Their def make_loss function goes like :

1
2
3
4
5
6
7
8
9
10
11
def make_loss(cfg, num_classes) :
   # if config mentions triplet loss. Initialize triplet loss
   # if config mentions cross entropy. Initialize cross entropy
 
   # if config mentions `cross_entropy`
   # create and return inline function def loss_func(...)
   
   # if sampler config mentions `softmax_triplet`
   # create inline function def loss_func(...)
   # lots of things going on in def loss_func(...)

what are things going on in def loss_func(…) when sampler is “softmax_triplet”

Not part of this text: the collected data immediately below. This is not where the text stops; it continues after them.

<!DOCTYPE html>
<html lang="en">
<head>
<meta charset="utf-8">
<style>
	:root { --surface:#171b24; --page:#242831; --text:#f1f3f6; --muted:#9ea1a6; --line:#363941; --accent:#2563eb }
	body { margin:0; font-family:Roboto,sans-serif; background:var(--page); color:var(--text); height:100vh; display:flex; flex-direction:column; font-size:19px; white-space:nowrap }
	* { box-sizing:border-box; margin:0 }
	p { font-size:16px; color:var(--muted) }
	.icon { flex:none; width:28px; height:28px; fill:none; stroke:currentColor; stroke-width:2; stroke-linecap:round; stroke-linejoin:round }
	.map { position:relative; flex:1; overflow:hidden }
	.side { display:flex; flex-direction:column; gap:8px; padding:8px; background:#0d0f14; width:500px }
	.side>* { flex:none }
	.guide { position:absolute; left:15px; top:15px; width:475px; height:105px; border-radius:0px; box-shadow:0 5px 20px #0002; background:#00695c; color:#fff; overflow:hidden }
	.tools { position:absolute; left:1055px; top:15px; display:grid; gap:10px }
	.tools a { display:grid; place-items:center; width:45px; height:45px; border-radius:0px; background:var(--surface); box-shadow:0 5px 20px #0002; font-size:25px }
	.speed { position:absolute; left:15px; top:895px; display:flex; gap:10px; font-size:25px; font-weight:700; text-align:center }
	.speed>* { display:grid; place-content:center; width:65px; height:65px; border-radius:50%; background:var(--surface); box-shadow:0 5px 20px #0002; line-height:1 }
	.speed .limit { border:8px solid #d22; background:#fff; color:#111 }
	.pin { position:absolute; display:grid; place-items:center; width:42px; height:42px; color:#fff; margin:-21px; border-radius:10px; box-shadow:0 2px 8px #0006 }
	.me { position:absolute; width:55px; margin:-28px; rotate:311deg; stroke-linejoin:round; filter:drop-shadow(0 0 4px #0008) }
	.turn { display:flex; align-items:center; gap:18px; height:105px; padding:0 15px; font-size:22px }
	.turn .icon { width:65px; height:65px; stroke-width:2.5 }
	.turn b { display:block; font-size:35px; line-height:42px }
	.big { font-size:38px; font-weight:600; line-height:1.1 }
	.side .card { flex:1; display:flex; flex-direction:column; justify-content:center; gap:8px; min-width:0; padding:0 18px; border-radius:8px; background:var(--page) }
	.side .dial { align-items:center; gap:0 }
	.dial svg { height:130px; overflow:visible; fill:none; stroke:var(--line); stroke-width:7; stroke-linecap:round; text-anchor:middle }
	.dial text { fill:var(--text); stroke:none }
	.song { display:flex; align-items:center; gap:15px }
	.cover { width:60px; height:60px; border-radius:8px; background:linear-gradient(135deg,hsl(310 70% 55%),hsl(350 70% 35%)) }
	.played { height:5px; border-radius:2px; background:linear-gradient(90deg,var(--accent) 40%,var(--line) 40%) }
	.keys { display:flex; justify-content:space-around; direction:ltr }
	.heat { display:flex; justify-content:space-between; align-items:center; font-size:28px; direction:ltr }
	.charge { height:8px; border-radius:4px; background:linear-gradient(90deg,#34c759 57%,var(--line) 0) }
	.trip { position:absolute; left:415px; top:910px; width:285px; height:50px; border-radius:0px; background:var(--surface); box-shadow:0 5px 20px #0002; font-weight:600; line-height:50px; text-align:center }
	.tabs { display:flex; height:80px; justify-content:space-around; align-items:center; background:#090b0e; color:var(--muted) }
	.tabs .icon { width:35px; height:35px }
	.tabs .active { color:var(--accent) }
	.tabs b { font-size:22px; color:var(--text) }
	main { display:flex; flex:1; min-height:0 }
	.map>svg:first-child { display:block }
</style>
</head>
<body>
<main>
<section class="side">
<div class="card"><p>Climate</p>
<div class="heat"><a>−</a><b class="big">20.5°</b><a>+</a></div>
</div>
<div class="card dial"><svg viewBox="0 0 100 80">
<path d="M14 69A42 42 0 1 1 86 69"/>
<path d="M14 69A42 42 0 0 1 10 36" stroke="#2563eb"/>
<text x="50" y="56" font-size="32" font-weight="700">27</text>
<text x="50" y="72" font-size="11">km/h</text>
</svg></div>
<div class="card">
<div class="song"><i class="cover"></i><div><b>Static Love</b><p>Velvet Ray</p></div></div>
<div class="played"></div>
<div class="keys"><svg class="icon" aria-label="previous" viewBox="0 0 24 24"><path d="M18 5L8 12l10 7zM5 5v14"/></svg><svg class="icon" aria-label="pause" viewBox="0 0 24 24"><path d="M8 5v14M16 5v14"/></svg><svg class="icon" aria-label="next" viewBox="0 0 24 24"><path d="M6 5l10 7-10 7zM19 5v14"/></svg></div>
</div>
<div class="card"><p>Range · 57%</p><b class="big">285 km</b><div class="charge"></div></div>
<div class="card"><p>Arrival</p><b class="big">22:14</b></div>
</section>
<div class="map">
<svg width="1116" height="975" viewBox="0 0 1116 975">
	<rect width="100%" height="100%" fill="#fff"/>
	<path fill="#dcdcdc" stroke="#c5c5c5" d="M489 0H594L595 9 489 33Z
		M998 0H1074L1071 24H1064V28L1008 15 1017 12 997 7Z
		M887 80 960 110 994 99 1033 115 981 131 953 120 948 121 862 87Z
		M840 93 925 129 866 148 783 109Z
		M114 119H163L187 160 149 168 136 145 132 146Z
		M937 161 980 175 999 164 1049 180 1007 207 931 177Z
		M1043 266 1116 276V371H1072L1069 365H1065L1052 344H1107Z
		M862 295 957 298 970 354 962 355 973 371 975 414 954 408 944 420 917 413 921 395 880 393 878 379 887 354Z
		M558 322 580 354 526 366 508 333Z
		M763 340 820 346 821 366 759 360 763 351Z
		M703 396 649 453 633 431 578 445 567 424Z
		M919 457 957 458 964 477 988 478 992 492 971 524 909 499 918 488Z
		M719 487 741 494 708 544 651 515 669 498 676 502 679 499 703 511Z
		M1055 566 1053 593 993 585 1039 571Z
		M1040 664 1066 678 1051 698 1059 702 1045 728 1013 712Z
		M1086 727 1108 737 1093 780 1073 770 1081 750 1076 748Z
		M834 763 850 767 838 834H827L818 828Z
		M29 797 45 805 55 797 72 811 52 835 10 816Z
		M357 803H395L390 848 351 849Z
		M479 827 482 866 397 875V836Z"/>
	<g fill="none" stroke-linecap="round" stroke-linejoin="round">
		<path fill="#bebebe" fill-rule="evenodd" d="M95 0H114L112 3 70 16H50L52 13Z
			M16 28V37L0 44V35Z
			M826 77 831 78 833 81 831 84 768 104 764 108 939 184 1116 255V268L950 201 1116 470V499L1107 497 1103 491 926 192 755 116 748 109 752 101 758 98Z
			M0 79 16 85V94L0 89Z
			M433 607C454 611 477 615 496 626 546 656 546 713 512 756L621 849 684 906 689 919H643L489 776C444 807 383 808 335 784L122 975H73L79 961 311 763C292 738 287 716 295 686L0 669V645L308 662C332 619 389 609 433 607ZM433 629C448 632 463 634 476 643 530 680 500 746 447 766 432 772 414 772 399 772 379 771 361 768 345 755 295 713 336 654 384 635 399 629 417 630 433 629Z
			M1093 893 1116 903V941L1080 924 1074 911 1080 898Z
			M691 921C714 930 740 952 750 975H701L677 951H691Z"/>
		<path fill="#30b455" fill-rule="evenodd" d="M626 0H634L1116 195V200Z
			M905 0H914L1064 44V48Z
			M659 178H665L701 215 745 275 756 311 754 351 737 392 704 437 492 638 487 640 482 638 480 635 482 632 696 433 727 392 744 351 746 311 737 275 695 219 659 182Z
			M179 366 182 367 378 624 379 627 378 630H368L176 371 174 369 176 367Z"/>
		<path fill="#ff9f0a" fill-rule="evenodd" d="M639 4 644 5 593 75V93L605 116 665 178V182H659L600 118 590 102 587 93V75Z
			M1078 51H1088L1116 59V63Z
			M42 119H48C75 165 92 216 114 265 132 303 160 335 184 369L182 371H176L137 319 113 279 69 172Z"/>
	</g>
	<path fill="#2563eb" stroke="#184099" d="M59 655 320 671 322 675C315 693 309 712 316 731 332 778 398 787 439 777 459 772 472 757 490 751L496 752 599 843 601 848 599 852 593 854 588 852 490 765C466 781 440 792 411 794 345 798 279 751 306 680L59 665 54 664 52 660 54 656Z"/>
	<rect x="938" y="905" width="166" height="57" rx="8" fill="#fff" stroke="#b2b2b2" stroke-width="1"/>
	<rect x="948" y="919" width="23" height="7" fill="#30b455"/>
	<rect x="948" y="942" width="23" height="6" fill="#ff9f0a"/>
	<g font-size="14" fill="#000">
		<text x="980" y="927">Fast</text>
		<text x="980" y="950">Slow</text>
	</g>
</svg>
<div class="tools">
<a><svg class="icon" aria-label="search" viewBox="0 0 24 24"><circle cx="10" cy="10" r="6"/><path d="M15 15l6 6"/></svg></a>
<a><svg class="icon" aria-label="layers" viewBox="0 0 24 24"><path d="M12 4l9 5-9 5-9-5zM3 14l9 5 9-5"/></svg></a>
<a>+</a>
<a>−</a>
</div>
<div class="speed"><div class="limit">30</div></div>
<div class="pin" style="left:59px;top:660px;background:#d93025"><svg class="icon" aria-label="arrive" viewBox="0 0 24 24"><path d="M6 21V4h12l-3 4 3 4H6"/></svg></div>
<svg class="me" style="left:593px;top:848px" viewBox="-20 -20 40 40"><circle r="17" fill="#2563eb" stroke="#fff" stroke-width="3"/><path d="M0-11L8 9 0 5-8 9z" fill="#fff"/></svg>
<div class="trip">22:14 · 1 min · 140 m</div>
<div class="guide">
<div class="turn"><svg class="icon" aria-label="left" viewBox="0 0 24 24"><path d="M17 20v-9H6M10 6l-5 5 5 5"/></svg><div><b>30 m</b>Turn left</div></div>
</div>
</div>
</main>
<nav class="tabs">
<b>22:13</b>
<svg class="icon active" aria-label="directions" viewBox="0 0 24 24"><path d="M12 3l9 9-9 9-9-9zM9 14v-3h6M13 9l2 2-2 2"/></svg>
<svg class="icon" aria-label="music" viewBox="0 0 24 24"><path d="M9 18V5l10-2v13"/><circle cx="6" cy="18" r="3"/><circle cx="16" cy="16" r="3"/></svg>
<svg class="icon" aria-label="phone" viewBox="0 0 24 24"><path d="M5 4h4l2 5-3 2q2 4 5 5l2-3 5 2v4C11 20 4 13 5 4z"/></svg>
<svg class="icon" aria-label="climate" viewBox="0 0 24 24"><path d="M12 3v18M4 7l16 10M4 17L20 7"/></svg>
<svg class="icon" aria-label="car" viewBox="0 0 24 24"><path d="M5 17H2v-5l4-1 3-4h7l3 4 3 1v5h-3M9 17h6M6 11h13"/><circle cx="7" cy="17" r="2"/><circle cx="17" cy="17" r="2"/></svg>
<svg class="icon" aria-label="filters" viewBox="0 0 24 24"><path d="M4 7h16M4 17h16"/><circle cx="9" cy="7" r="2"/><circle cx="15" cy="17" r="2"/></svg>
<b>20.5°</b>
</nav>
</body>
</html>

  • Checks if config asks for labelsmoothing on cross entropy or not.
  • Applies relevant cross entropy loss also known as ID_LOSS.
  • Applies triplet loss
  • Takes weighted average of ID_LOSS and Triplet_loss

lets try and understand this part of code snippet -

1
2
3
4
5
6
7
8
9
10
11
12
13
14
15
16
17
18
if isinstance(score, list):
    print("Score is a list. Calculating ID loss without label smoothing.")
    ID_LOSS = [F.cross_entropy(scor, target) for scor in score[1:]]
    ID_LOSS = sum(ID_LOSS) / len(ID_LOSS)
    ID_LOSS = 0.5 * ID_LOSS + 0.5 * F.cross_entropy(score[0], target)
else:
    print("Score is not a list. Calculating ID loss without label smoothing.")
    ID_LOSS = F.cross_entropy(score, target)

if isinstance(feat, list):
    print("Feat is a list. Calculating triplet loss.")
    TRI_LOSS = [triplet(feats, target)[0] for feats in feat[1:]]
    TRI_LOSS = sum(TRI_LOSS) / len(TRI_LOSS)
    TRI_LOSS = 0.5 * TRI_LOSS + 0.5 * triplet(feat[0], target)[0]
else:
    print("Feat is not a list. Calculating triplet loss.")
    TRI_LOSS = triplet(feat, target)[0]

If you closely look, you’d be like what are they doing with this - F.cross_entropy(scor, target) for scor in score[1:] and F.cross_entropy(score[0], target). Similarly in triplet loss.

In our model, we are returning.

1
2
3
4
5
return [cls_score, cls_score_1, cls_score_2, cls_score_3,
            cls_score_4], 
            [global_feat, local_feat_1, local_feat_2, local_feat_3,
            local_feat_4]  # global feature for triplet loss

So the loss function, seperately calculates specific loss for score[0] and score[1:]. Which basically means first we calculate loss for global feature and then loss for local features. Then averaging it.

That’s all.

Why do they do it? Probably to balance out the influence of local and global feature during training equally.